> _Data_:
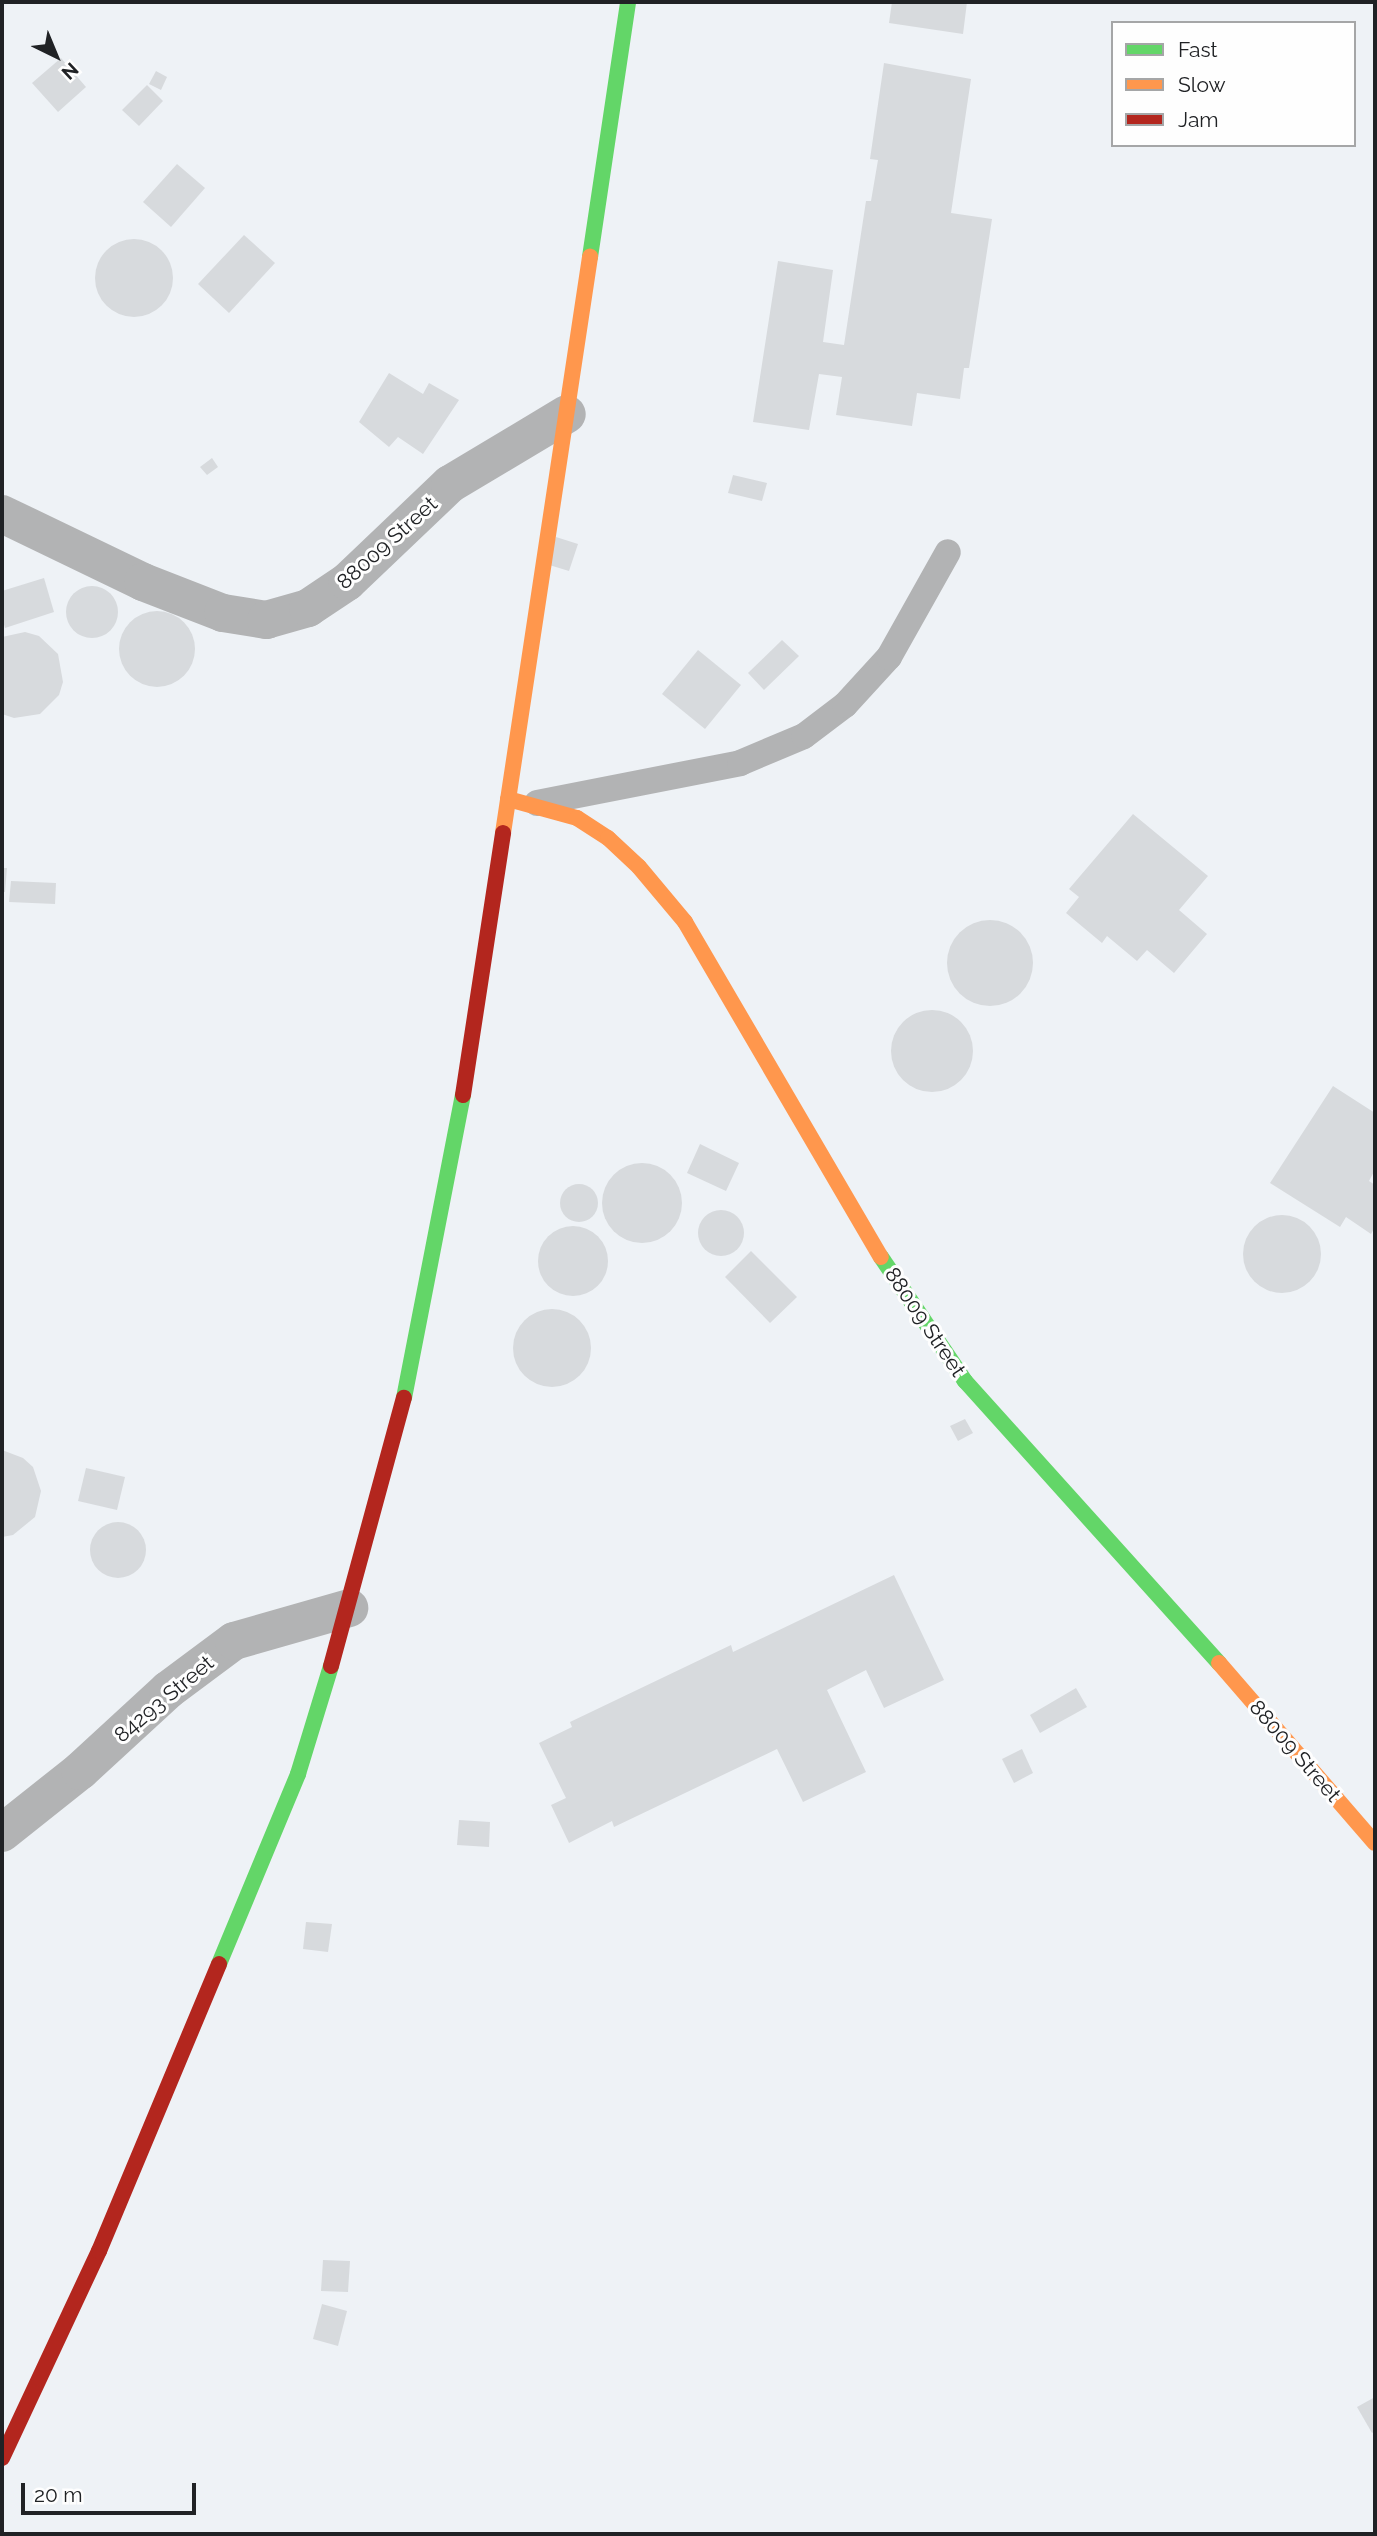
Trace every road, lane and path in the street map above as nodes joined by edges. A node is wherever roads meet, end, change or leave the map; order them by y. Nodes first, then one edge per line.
1 (628, 2) edge
2 (567, 414) junction
3 (2, 514) edge
4 (948, 552) dead end
5 (508, 799) junction
6 (535, 804) junction
7 (349, 1608) junction
8 (2, 1833) edge
9 (1375, 1843) edge
10 (2, 2459) edge

1 - 2 street
2 - 3 street, 88009 Street
2 - 5 street
4 - 6 lane
5 - 6 street, 88009 Street
5 - 7 street
6 - 9 street, 88009 Street
7 - 8 street, 84293 Street
7 - 10 street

> _Brief_:
Using the records above, output their complete text exactly, minus any images.

> _Output of the task_:
Trace every road, lane and path in the street map above as nodes joined by edges. A node is wherever roads meet, end, change or leave the map; order them by y. Nodes first, then one edge per line.
1 (628, 2) edge
2 (567, 414) junction
3 (2, 514) edge
4 (948, 552) dead end
5 (508, 799) junction
6 (535, 804) junction
7 (349, 1608) junction
8 (2, 1833) edge
9 (1375, 1843) edge
10 (2, 2459) edge

1 - 2 street
2 - 3 street, 88009 Street
2 - 5 street
4 - 6 lane
5 - 6 street, 88009 Street
5 - 7 street
6 - 9 street, 88009 Street
7 - 8 street, 84293 Street
7 - 10 street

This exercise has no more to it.